Common Questions from Our Patients
Do I need a referral to be evaluated for a resistant infection?
Most patients with resistant infections are referred by their primary care physician, a hospital, or a surgeon, because the infection has usually been identified through cultures during prior care. A formal referral is helpful because it gives us the diagnosis, culture results, and previous treatments. If you suspect you have a resistant infection but have not been referred, call our office and we will guide you through scheduling and what records to bring.
How long does treatment take?
Duration depends on the type and location of the infection. Skin and soft tissue infections may need one to two weeks. Bone, joint, and prosthetic device infections often require six weeks or more. Bloodstream infections vary from two to six weeks. Some patients with chronic infections may need longer suppressive therapy. We provide a clear estimate at the start and update it as treatment progresses based on lab results, imaging, and your clinical response.

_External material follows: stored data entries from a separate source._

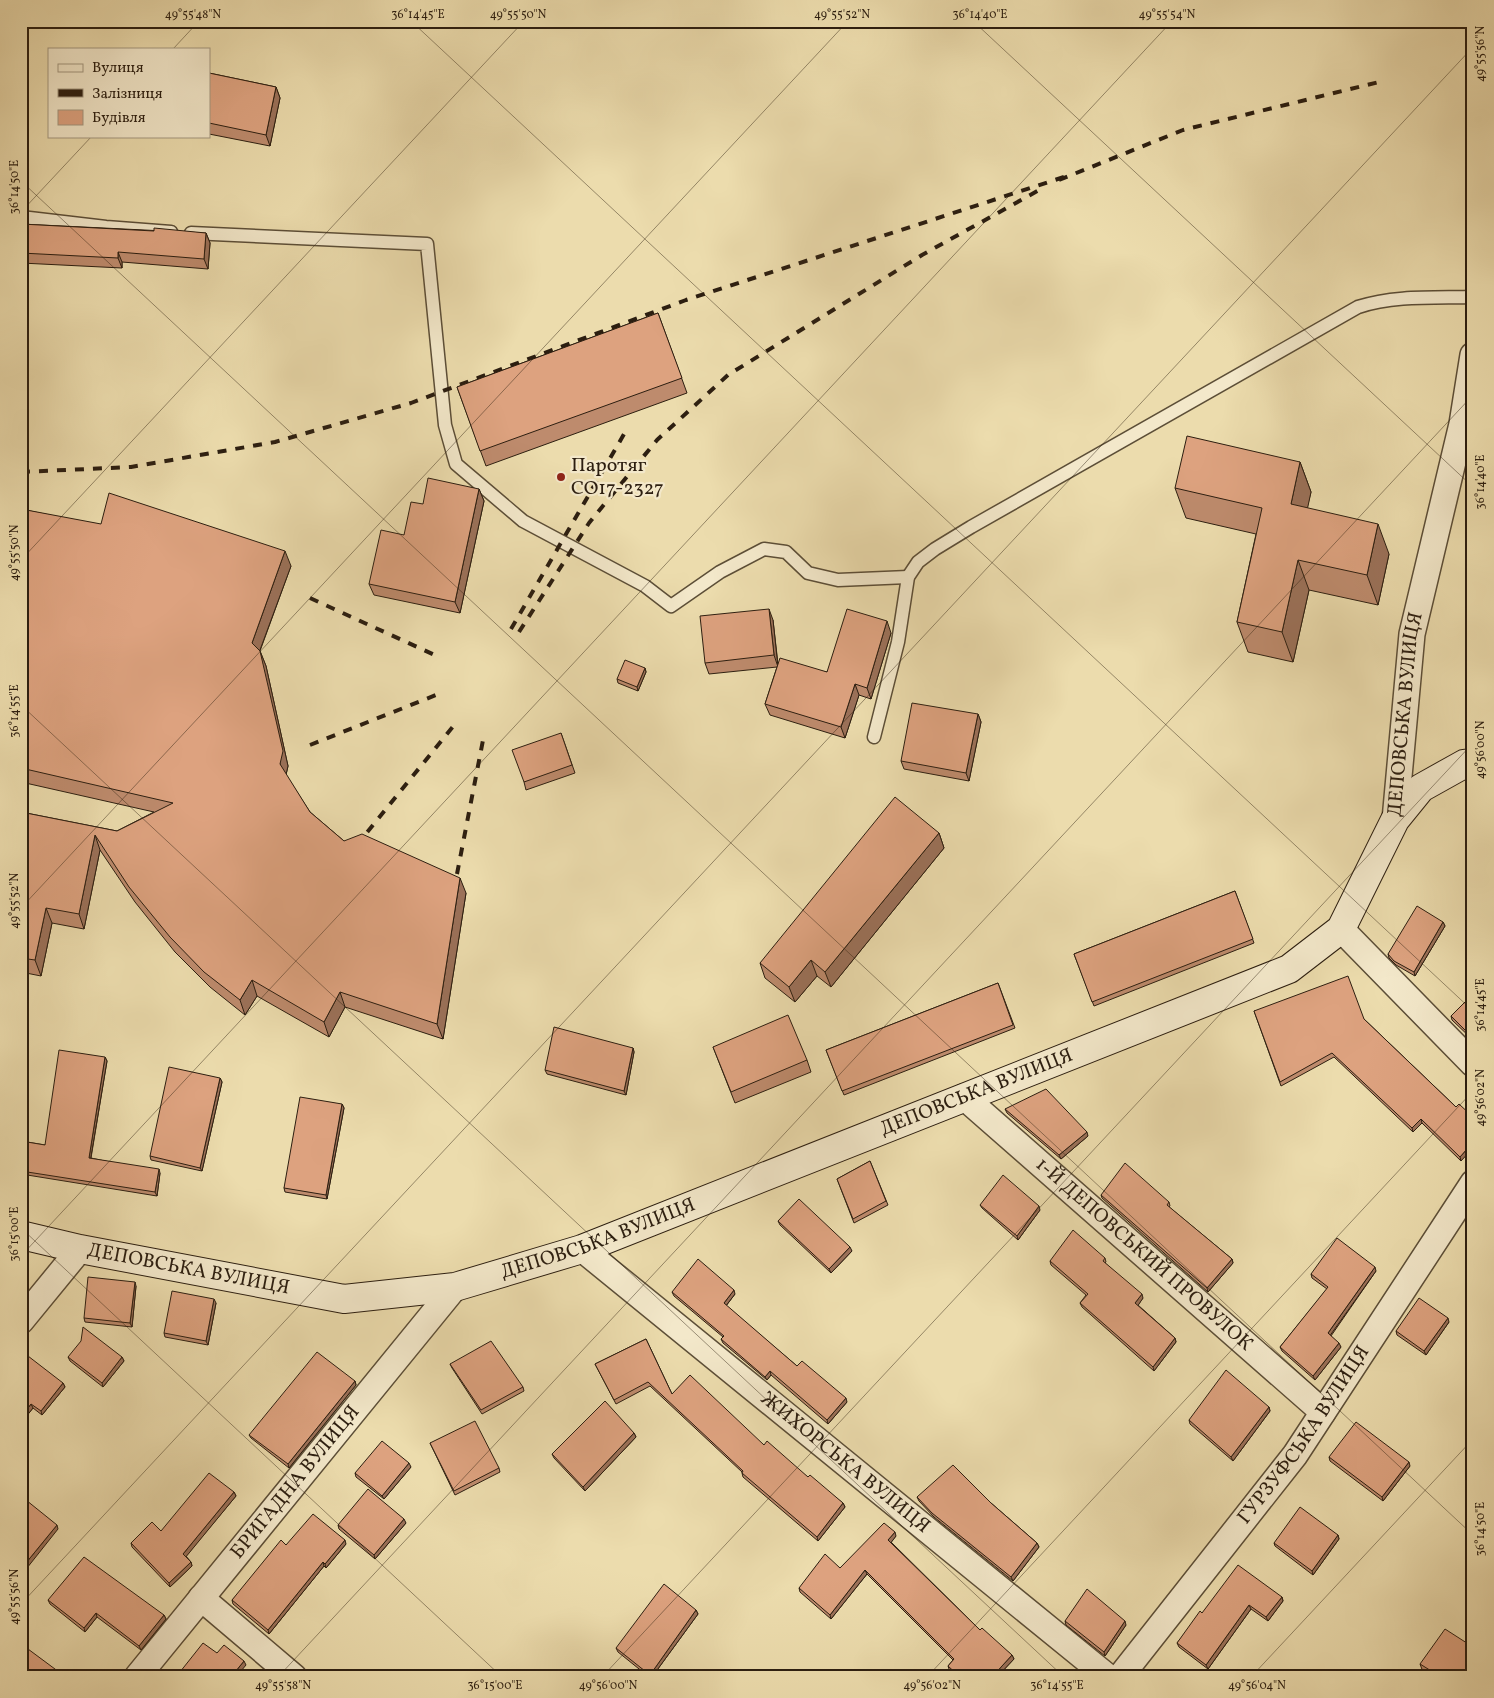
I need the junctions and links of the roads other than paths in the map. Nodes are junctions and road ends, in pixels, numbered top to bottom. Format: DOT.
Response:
graph roads {
  1 [pos="21,217"];
  2 [pos="1473,297"];
  3 [pos="1473,355"];
  4 [pos="1468,426"];
  5 [pos="908,576"];
  6 [pos="874,737"];
  7 [pos="1473,763"];
  8 [pos="1395,820"];
  9 [pos="1341,928"];
  10 [pos="1473,1064"];
  11 [pos="964,1097"];
  12 [pos="1473,1183"];
  13 [pos="21,1235"];
  14 [pos="80,1249"];
  15 [pos="582,1249"];
  16 [pos="455,1287"];
  17 [pos="21,1321"];
  18 [pos="1323,1412"];
  19 [pos="201,1598"];
  20 [pos="137,1677"];
  21 [pos="294,1677"];
  22 [pos="1108,1677"];
  23 [pos="1120,1677"];
  1 -- 5 [label="lane"];
  2 -- 5 [label="lane"];
  3 -- 4 [label="street, ДЕПОВСЬКА ВУЛИЦЯ"];
  4 -- 8 [label="street, ДЕПОВСЬКА ВУЛИЦЯ"];
  5 -- 6 [label="lane"];
  7 -- 8 [label="main road"];
  8 -- 9 [label="main road, ДЕПОВСЬКА ВУЛИЦЯ"];
  9 -- 10 [label="street"];
  9 -- 11 [label="main road, ДЕПОВСЬКА ВУЛИЦЯ"];
  11 -- 15 [label="main road, ДЕПОВСЬКА ВУЛИЦЯ"];
  11 -- 18 [label="street, 1-Й ДЕПОВСЬКИЙ ПРОВУЛОК"];
  12 -- 18 [label="street, ГУРЗУФСЬКА ВУЛИЦЯ"];
  13 -- 14 [label="main road, ДЕПОВСЬКА ВУЛИЦЯ"];
  14 -- 16 [label="main road, ДЕПОВСЬКА ВУЛИЦЯ"];
  14 -- 17 [label="street"];
  15 -- 16 [label="main road, ДЕПОВСЬКА ВУЛИЦЯ"];
  15 -- 22 [label="street, ЖИХОРСЬКА ВУЛИЦЯ"];
  16 -- 19 [label="street, БРИГАДНА ВУЛИЦЯ"];
  18 -- 23 [label="street, ГУРЗУФСЬКА ВУЛИЦЯ"];
  19 -- 20 [label="street, БРИГАДНА ВУЛИЦЯ"];
  19 -- 21 [label="street"];
}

Can a resistant infection come back?
Recurrence is possible, and the risk depends on the organism, the site of infection, the success of source control, and your overall health. We watch for relapse with follow up labs and clinical visits after treatment ends. Patients with prosthetic devices, chronic wounds, or compromised immune systems are at higher risk and may benefit from longer monitoring. If you develop new symptoms after treatment, contact us promptly so we can evaluate and act early if needed.
Is my family at risk of catching a resistant infection from me?
Some resistant organisms can spread within households, particularly MRSA in skin and soft tissue infections. We discuss specific precautions based on the organism involved. General measures include thorough hand washing, not sharing towels or razors, keeping wounds covered, and washing bedding and clothing regularly. For most patients, family members are at low risk if these basic measures are followed. We provide written guidance for the household and answer questions about decolonization when appropriate.
How often will I need follow up?
During active treatment, visits are typically every one to two weeks with labs to monitor the antibiotic and the infection. After treatment ends, a single follow up visit four to six weeks later is common to confirm resolution. Patients with high risk infections like endocarditis or prosthetic device infection may need longer follow up at three, six, and twelve months. We tailor the schedule to your specific situation and adjust based on how you are doing.